The patient was a 58-year-old man with history of arterial hypertension and premorbid anxiety signs, who was diagnosed as PCR (polymerase chain reaction) positive for severe acute respiratory coronavirus 2. He was admitted to the hospital and maintained in an isolation ward due to mild COVID-19 symptoms. A few days after diagnosis, he reported tiredness and dry cough and received appropriate supportive interventions during the hospitalization. After 14 days, he was completely asymptomatic, his PCR test was negative, and he was discharged. A couple of weeks later, he developed severe anxiety symptomatology and fatigue, with phobic episodes when going out for short walks, which developed into agoraphobia as he refused to leave his home even for short periods of time. He also described loss of memory and motivation to return to normal activities, feeling depressive with a decrease in his cognitive performance, and severe insomnia. When evaluated by the clinical staff, the patient was diagnosed with moderate intensity post-COVID syndrome (per the World Health Organization),8 with high levels of anxiety. All the test results were within normal limits by that time, including chest x-ray, electrocardiogram, brain computed tomography, and blood tests. He was recommended to start psychotherapy and medication (sertraline and clonazepam) to control his anxiety disorder. He partially refused the medication and accepted to take clonazepam 1 mg each evening to aid sleeping.

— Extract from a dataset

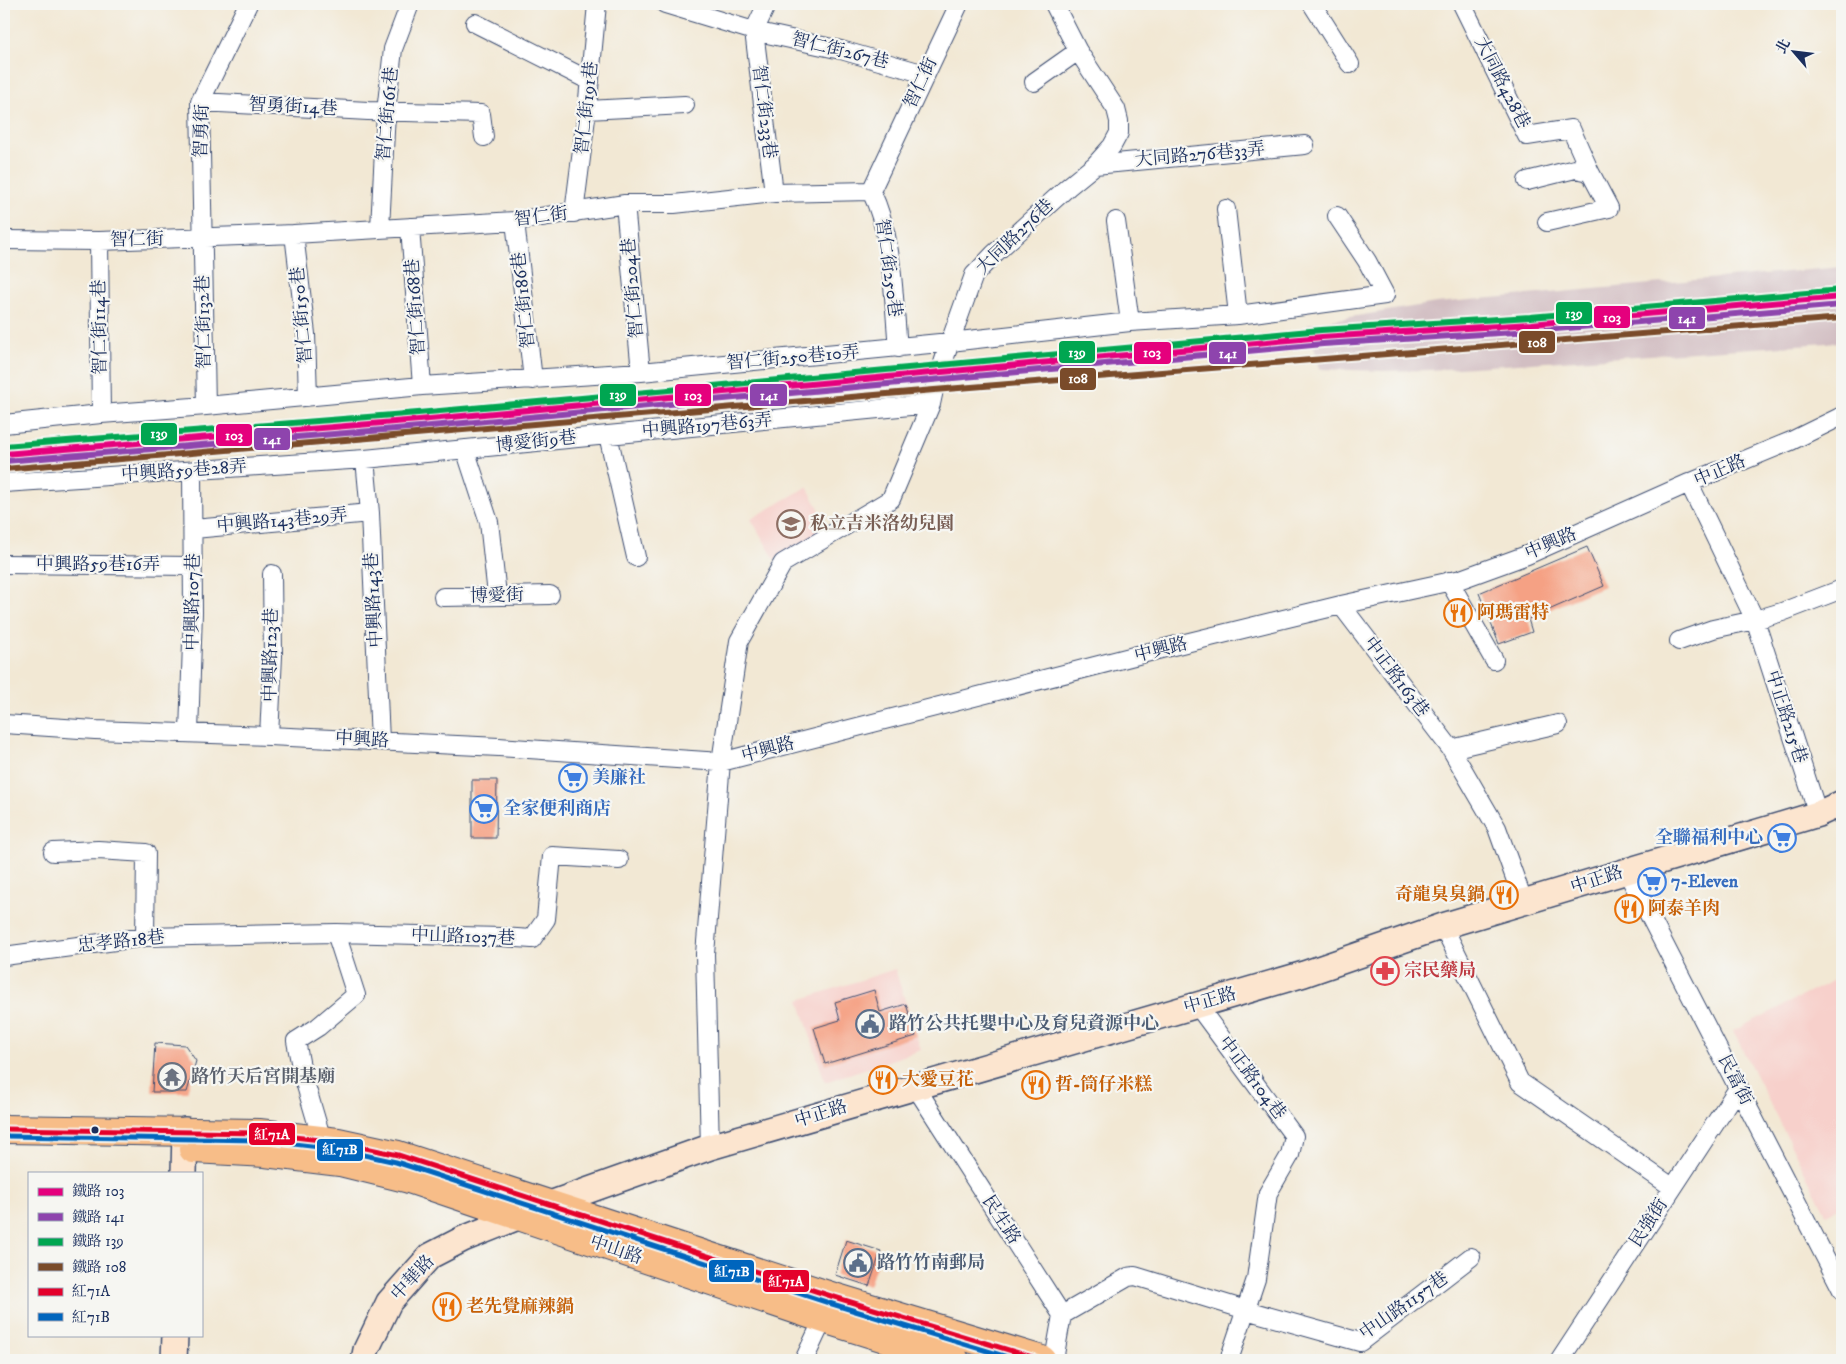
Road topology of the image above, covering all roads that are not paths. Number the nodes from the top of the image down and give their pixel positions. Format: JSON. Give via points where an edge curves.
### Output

Alternatively, he accepted and gave his written informed consent to be considered for tDCS therapy as a nonpharmacologic alternative to treat anxiety and depressive symptoms. He received 1 daily session of tDCS (2 mA, 20 minutes) over 20 days. A montage of anode F3 and cathode F4 was selected (NeuroConn tDCS device, Berlin, Germany), as previous research has described it as a moderate effective montage for control of anxiety and depressive symptoms.9,10

The Hamilton Anxiety Rating Scale (HARS),11 Hamilton Depression Rating Scale (HDRS),12 and Modified Fatigue Impact Scale (MFIS)13 were administered before and after the patient received the last tDCS session. A progressive and sustained tendency to improvement in anxiety, mood, and social relationships was observed during the intervention. After the last tDCS session, a clinically significative decrease in scores of the HARS, HDRS, and MFIS was observed. The patient’s anxiety score decreased 24 points according to the HARS, while his HDRS score decreased 20 points and MFIS decreased 50 points (Figure 1 and Table 1). In parallel, the patient was feeling very well, with less anxiety and better physical and cognitive performance. No other phobic episodes were described during or after the intervention.

Conclusion

The present case documents, to our knowledge, the first utilization of tDCS as an add-on approach in the management of anxiety and depressive symptoms in a patient with post-COVID symptoms. Our findings support the development of broader research in a large group of patients with post-COVID symptoms.

Received: June 21, 2021.
Published online: December 2, 2021.
Potential conflicts of interest: None.
Funding/support: None.
Acknowledgments: The authors thank Jim Clifford, LCPC, and Tlalli Mota, BS (both of Kaiser Permanente, San Diego, California) for proofreading the report. They report no conflicts of interest related to the subject of this case report.
Patient consent: Consent was received from the patient to publish the case report, and information has been de-identified to protect anonymity.